_Required work_
List all lines of the data that include the string "Bhakthavatchalam".

= = = =

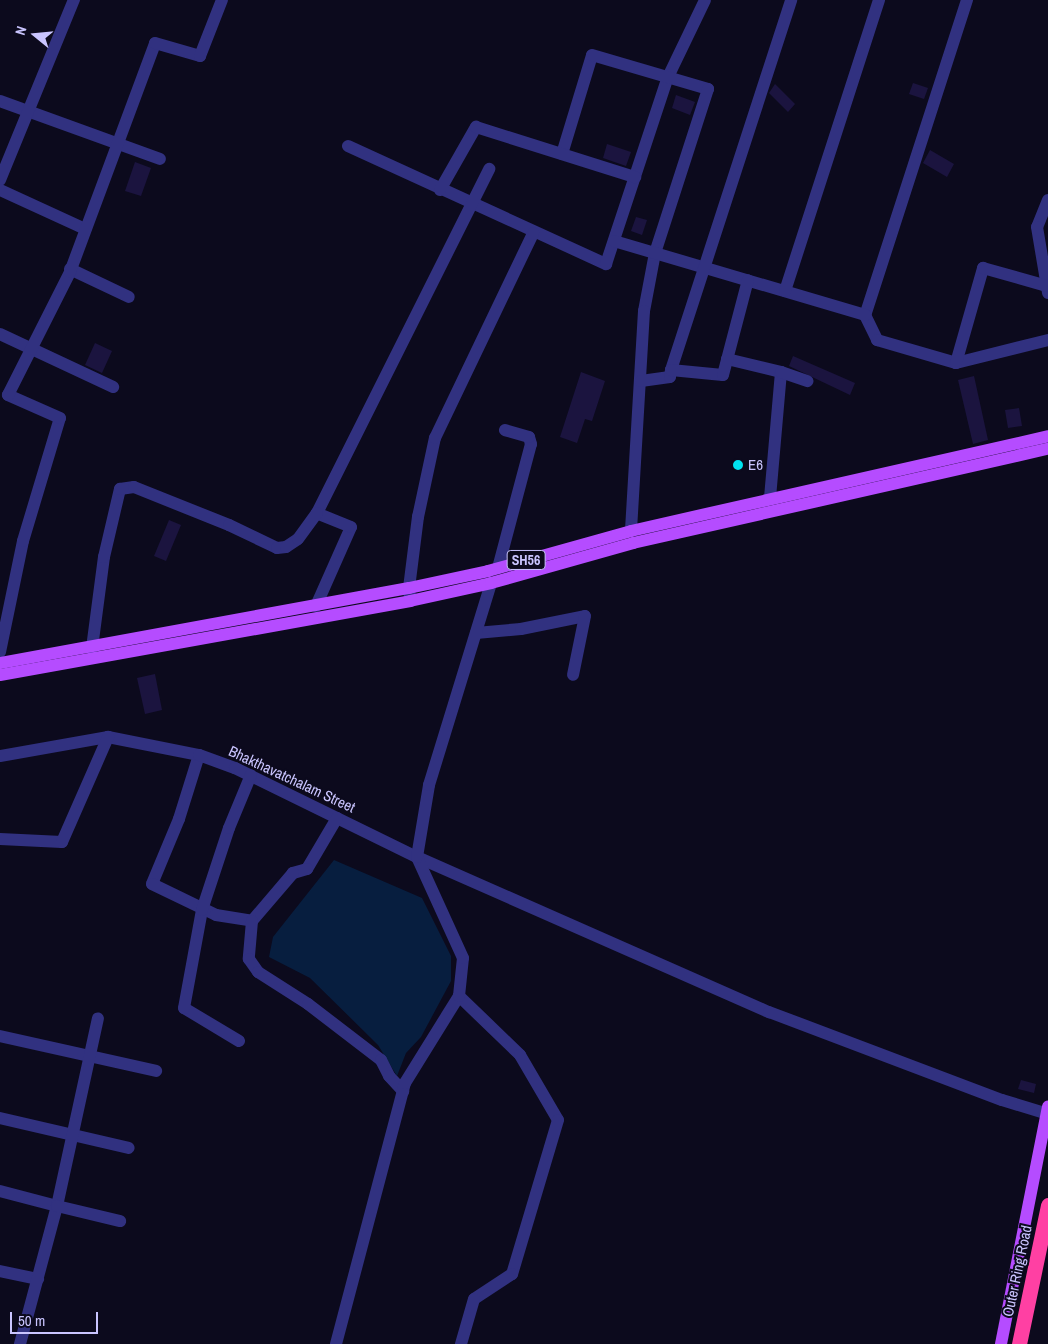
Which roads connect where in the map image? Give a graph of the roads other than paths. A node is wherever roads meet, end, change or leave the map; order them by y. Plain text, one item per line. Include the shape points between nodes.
1 (74, 0) edge
2 (222, 0) edge
3 (704, 0) edge
4 (791, 0) edge
5 (879, 0) edge
6 (967, 0) edge
7 (668, 77) junction
8 (0, 101) edge
9 (27, 112) junction
10 (117, 143) junction
11 (348, 146) dead end
12 (562, 154) junction
13 (160, 159) dead end
14 (490, 169) dead end
15 (635, 177) junction
16 (0, 180) edge
17 (0, 190) edge
18 (440, 190) junction
19 (1048, 200) edge
20 (471, 205) junction
21 (85, 229) junction
22 (533, 233) junction
23 (614, 241) junction
24 (655, 253) junction
25 (702, 267) junction
26 (70, 269) junction
27 (748, 280) junction
28 (1047, 290) edge
29 (785, 291) junction
30 (129, 298) dead end
31 (865, 315) junction
32 (0, 334) edge
33 (1048, 340) edge
34 (31, 348) junction
35 (727, 359) junction
36 (956, 363) junction
37 (671, 370) junction
38 (781, 372) junction
39 (641, 381) junction
40 (807, 381) dead end
41 (113, 387) dead end
42 (505, 430) dead end
43 (1048, 436) edge
44 (1048, 449) edge
45 (770, 499) junction
46 (317, 512) junction
47 (631, 531) junction
48 (498, 568) junction
49 (492, 583) junction
50 (410, 594) junction
51 (316, 606) junction
52 (476, 634) junction
53 (92, 648) junction
54 (0, 652) edge
55 (0, 663) edge
56 (0, 675) edge
57 (573, 675) dead end
58 (108, 737) junction
59 (199, 755) junction
60 (0, 756) edge
61 (251, 775) junction
62 (337, 818) junction
63 (0, 839) edge
64 (417, 857) junction
65 (202, 910) junction
66 (252, 921) junction
67 (459, 996) junction
68 (98, 1018) dead end
69 (0, 1036) edge
70 (239, 1041) dead end
71 (90, 1057) junction
72 (156, 1071) dead end
73 (403, 1091) junction
74 (1048, 1112) edge
75 (0, 1118) edge
76 (74, 1135) junction
77 (129, 1148) dead end
78 (0, 1191) edge
79 (1048, 1205) edge
80 (57, 1206) junction
81 (120, 1221) dead end
82 (0, 1270) edge
83 (38, 1279) junction
84 (20, 1344) edge
85 (336, 1344) edge
86 (461, 1344) edge
87 (1001, 1344) edge
88 (1019, 1344) edge

1 - 9 street
2 - 10 street via 200,56 155,43
3 - 7 street
4 - 25 street
5 - 29 street
6 - 31 street
7 - 12 street via 592,55
7 - 15 street
7 - 24 street via 708,89
8 - 9 street
9 - 10 street
9 - 16 street
10 - 13 street
10 - 21 street
11 - 18 street
12 - 15 street
12 - 18 street via 476,127
14 - 20 street
15 - 23 street
17 - 21 street
18 - 20 street
19 - 28 street via 1038,227
20 - 22 street
20 - 46 street
21 - 26 street
22 - 23 street via 606,264
22 - 50 street via 435,438 418,517
23 - 24 street
24 - 25 street
24 - 39 street via 644,311
25 - 27 street
25 - 37 street
26 - 30 street
26 - 34 street
27 - 29 street
27 - 35 street
28 - 36 street via 983,268
29 - 31 street
31 - 36 street via 878,340
32 - 34 street
33 - 36 street
34 - 41 street
34 - 54 street via 8,395 60,418 23,541
35 - 37 street via 723,375
35 - 38 street
37 - 39 street via 670,377
38 - 40 street
38 - 45 street
39 - 47 street
42 - 48 street via 528,437 531,444
43 - 45 main road, SH56
44 - 49 main road, SH56 via 634,543
45 - 47 main road, SH56
46 - 51 street via 351,526
46 - 53 street via 298,539 286,547 277,548 134,487 120,489 104,557
47 - 48 main road, SH56
48 - 50 main road, SH56
49 - 50 main road, SH56
49 - 52 street
50 - 51 main road, SH56
50 - 56 main road, SH56
51 - 53 main road, SH56
52 - 57 street via 585,616
52 - 64 street via 429,785
53 - 55 main road, SH56
58 - 59 street, Bhakthavatchalam Street
58 - 60 street, Bhakthavatchalam Street
58 - 63 street via 62,842
59 - 61 street, Bhakthavatchalam Street
59 - 65 street via 179,820 152,884
61 - 62 street, Bhakthavatchalam Street
61 - 65 street via 228,828
62 - 64 street, Bhakthavatchalam Street
62 - 66 street via 307,869 293,873
64 - 67 street via 463,958
64 - 74 street, Bhakthavatchalam Street via 769,1012 1002,1100
65 - 66 street
65 - 70 street via 184,1008
66 - 73 street via 248,954 254,969 308,1004 381,1060 388,1076
67 - 73 street
67 - 86 street via 520,1055 558,1120 512,1274 474,1299
68 - 71 street
69 - 71 street
71 - 72 street
71 - 76 street
73 - 85 street
74 - 87 main road
75 - 76 street
76 - 77 street
76 - 80 street
78 - 80 street
79 - 88 highway, Outer Ring Road
80 - 81 street
80 - 83 street
82 - 83 street
83 - 84 street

= = = =

_Output for this exercise_
58 - 59 street, Bhakthavatchalam Street
58 - 60 street, Bhakthavatchalam Street
59 - 61 street, Bhakthavatchalam Street
61 - 62 street, Bhakthavatchalam Street
62 - 64 street, Bhakthavatchalam Street
64 - 74 street, Bhakthavatchalam Street via 769,1012 1002,1100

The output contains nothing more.